The left panel shows all three TWZ variants. The orange line (TWZ-B) is the strongest, peaking at r = 0.317 at lag +133 days — meaning TWZ-B correlates best when it leads Bitcoin by about 4.5 months. But even at its peak, it never crosses the red dashed threshold lines.
The right panel shows the 4-year halving cycle for comparison. The green line rises steadily and peaks at r = 0.662 at lag +149 days, clearly above the threshold. The contrast between the two panels tells the whole story visually.
Figure 4 — How the Null Test Works (share_fig4_null_explainer.png)
This figure explains the methodology for anyone unfamiliar with surrogate testing. The left panel shows the actual TWZ-B waveform (orange, thick) alongside 6 example random surrogate signals (grey, thin). The surrogates have the exact same frequency content as TWZ-B — same power spectrum, same overall shape — but with randomized phase.

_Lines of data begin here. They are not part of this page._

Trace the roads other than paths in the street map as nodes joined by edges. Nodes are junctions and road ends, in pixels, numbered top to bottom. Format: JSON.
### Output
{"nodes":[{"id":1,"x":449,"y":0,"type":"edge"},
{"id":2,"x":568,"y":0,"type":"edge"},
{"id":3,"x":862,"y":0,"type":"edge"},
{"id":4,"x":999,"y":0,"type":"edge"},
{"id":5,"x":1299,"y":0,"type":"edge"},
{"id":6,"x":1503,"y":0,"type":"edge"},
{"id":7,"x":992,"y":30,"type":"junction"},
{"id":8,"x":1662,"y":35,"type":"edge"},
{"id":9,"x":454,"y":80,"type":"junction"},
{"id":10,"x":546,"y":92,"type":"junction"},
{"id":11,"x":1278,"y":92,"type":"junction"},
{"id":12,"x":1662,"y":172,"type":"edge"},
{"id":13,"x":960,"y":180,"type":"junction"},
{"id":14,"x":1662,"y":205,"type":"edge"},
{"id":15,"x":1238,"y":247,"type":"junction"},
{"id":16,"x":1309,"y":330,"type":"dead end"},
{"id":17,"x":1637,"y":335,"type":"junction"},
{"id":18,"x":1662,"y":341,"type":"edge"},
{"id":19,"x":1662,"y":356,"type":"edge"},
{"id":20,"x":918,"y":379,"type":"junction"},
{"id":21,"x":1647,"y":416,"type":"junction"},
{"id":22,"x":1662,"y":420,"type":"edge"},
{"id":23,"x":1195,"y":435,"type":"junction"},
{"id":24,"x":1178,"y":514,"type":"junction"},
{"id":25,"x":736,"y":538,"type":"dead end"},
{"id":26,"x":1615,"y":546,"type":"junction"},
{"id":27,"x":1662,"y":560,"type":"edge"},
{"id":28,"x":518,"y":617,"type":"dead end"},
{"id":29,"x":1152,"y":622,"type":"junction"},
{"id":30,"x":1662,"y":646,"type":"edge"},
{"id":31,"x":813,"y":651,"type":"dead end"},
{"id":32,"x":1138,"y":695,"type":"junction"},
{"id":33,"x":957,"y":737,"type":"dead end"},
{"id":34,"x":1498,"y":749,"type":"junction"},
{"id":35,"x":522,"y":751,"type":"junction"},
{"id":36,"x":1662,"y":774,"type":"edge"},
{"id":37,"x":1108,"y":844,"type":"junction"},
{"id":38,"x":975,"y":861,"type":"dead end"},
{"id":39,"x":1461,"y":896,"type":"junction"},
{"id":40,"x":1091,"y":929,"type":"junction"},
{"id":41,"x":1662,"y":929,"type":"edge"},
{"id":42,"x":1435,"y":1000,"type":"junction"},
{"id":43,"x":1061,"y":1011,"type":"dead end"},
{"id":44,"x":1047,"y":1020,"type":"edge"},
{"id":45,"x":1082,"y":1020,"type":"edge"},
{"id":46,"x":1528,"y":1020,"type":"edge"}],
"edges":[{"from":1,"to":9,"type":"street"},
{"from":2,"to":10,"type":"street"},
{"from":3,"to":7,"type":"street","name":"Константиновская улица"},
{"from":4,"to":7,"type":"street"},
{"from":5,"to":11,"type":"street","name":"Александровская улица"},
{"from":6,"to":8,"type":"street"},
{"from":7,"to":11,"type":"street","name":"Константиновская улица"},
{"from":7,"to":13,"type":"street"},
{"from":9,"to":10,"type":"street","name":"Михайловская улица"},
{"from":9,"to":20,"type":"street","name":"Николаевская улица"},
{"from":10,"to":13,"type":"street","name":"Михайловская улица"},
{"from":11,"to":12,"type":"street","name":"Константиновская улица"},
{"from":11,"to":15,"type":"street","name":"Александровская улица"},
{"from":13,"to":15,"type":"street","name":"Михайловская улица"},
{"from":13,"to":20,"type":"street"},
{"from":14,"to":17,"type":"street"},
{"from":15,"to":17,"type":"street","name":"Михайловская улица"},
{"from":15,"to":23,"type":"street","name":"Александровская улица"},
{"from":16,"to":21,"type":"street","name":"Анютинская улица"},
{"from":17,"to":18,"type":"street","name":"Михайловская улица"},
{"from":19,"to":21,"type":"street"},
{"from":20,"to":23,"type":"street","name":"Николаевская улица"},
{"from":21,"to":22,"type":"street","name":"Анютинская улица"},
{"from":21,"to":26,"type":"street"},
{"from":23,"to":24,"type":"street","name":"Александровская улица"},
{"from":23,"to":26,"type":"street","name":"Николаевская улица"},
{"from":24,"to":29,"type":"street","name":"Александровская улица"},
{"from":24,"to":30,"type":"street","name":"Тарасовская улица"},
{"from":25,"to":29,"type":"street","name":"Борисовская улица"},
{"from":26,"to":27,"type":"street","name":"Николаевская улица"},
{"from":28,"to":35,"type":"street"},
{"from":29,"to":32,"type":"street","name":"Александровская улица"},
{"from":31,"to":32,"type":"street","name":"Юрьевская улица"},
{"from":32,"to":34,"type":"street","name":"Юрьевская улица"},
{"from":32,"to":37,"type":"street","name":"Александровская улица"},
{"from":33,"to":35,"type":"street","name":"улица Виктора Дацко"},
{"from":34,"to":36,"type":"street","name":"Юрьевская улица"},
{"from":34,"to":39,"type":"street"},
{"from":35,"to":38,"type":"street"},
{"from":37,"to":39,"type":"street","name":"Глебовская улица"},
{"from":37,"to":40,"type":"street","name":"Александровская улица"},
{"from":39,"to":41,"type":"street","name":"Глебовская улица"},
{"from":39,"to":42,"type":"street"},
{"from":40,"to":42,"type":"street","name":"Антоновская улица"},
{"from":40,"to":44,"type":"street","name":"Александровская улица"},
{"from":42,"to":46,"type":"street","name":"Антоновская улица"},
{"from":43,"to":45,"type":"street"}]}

They look similar to TWZ-B but are definitionally random.
The right panel shows the lag-profile correlations for those same signals against Bitcoin's residuals. The grey lines are the surrogates; the orange line is real TWZ-B. The red dashed lines are the 95th percentile threshold from all 10,000 surrogates. You can see that TWZ-B (orange) stays well within the cloud of random signals — it's not doing anything the random look-alikes can't do. This is the core of why H1 fails.
TL;DRTL;DR
- I tested whether Terence McKenna's Timewave Zero waveform correlates with Bitcoin's price cycles
- Used 10 years of training data (2010–2020), 10,000 random surrogate signals as a null test
- Result: TWZ doesn't beat random noise. Best TWZ signal: r = 0.317. Null threshold: r = 0.473.
- The 4-year halving cycle does beat random noise, at r = 0.662 — more than twice as strong as TWZ
- Bitcoin's timing is explained by its own supply schedule, not by McKenna's I Ching mathematics
- Null results are results. The experiment was worth doing.